*Information supplied*

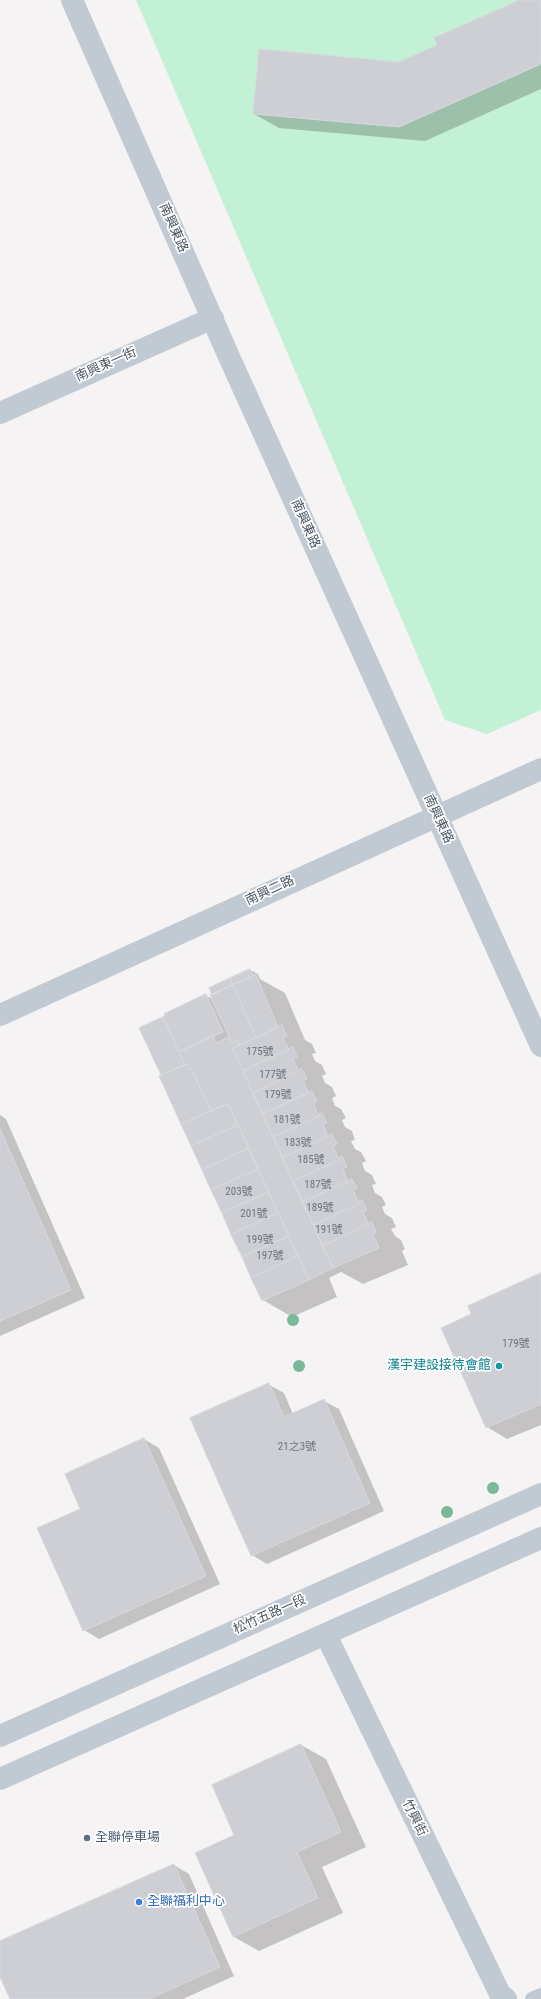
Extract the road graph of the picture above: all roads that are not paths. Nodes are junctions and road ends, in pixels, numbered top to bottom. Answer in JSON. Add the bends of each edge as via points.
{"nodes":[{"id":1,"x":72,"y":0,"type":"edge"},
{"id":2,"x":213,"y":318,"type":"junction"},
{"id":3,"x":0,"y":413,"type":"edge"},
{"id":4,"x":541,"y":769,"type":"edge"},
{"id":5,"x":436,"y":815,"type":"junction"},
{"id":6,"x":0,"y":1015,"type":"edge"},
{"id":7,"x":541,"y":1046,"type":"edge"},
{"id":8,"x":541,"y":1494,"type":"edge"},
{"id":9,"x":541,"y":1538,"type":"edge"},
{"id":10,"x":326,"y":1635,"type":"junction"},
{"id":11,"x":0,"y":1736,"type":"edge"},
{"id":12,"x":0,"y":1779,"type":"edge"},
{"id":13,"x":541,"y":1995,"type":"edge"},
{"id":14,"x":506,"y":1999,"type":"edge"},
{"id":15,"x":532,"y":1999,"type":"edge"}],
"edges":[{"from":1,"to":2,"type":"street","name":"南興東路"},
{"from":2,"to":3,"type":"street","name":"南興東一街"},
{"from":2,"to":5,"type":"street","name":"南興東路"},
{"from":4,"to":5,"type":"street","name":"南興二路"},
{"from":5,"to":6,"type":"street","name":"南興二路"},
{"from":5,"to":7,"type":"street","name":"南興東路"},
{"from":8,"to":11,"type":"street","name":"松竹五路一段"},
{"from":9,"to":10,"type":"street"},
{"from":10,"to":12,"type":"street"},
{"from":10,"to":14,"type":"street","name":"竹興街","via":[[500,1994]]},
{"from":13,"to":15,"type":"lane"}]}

---

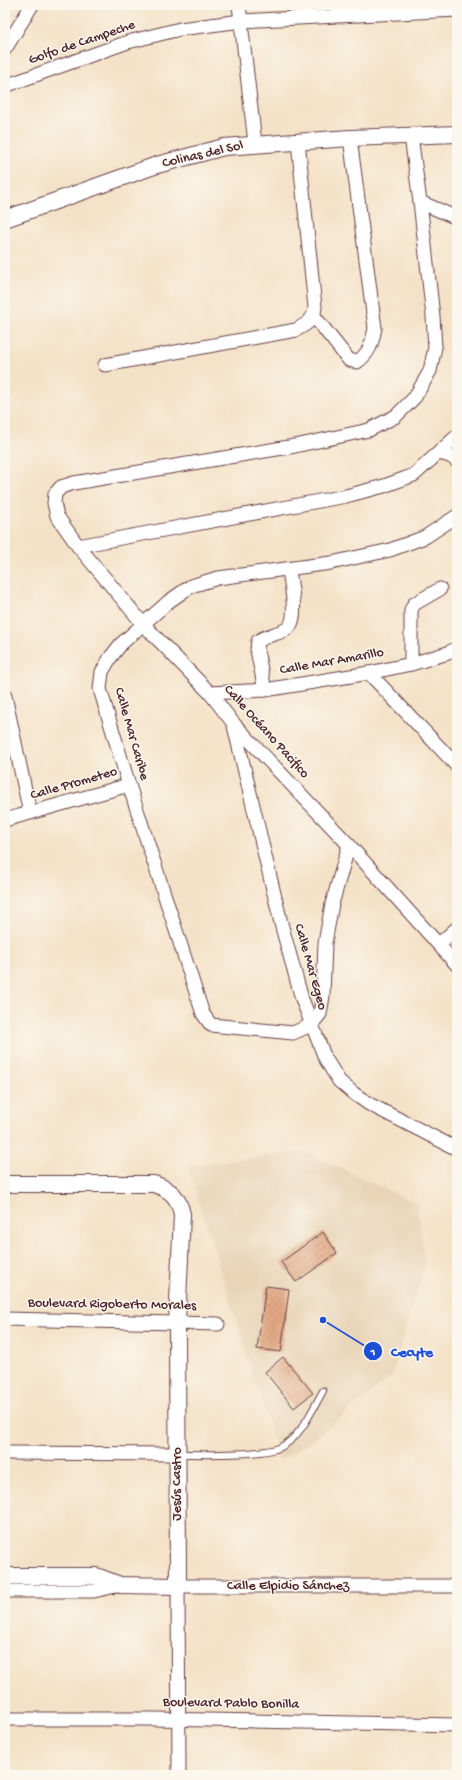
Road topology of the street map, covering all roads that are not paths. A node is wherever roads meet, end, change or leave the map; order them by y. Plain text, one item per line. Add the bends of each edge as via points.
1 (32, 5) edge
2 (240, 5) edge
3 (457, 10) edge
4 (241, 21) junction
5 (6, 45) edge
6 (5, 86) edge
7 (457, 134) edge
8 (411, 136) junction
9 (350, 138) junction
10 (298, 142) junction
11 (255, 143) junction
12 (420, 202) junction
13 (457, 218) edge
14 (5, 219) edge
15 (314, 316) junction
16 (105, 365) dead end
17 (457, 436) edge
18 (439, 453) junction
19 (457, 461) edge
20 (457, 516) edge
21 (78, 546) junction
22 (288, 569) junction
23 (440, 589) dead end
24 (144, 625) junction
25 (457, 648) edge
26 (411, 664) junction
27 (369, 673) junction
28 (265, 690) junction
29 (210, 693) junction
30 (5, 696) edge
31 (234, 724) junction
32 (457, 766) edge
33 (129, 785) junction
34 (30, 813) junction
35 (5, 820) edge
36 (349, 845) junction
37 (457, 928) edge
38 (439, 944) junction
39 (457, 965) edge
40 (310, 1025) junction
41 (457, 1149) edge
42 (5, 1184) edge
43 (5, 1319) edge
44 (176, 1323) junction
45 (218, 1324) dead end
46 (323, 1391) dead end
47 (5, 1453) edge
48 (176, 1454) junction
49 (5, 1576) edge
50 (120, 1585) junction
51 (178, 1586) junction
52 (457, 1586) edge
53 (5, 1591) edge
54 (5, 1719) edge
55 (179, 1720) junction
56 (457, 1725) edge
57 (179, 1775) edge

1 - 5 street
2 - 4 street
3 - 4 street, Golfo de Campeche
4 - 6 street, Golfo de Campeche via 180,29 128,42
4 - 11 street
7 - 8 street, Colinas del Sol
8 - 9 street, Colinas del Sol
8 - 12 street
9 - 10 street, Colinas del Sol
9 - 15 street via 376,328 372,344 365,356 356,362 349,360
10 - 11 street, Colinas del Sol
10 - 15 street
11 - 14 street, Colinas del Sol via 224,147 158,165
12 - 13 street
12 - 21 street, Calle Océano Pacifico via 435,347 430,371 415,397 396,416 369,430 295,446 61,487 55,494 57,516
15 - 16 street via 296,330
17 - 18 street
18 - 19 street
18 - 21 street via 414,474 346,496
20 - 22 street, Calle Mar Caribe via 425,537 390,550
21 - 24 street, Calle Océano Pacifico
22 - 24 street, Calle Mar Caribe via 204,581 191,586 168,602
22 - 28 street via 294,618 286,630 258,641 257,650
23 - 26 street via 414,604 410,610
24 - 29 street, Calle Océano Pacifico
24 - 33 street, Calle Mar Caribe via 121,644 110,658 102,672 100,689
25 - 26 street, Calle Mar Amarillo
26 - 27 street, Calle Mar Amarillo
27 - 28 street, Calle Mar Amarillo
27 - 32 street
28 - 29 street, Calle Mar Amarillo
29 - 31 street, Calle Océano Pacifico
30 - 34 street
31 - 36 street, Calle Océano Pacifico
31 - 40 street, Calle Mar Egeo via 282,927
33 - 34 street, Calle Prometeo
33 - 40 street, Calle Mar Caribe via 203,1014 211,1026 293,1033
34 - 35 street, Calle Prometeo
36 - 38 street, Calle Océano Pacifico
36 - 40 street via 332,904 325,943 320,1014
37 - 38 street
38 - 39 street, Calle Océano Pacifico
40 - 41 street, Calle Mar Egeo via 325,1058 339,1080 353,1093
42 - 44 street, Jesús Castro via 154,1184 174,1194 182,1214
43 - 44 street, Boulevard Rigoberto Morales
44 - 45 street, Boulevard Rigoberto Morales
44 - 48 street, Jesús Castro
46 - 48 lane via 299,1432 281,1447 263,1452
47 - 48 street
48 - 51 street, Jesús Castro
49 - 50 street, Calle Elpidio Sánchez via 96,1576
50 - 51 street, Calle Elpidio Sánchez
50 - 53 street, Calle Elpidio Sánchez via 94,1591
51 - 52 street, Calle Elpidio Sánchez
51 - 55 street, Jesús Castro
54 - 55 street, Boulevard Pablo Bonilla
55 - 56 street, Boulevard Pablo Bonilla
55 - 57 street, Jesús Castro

*Exercise description*
Take from the listing above each line containing "Rigoberto".

*Expected output*
43 - 44 street, Boulevard Rigoberto Morales
44 - 45 street, Boulevard Rigoberto Morales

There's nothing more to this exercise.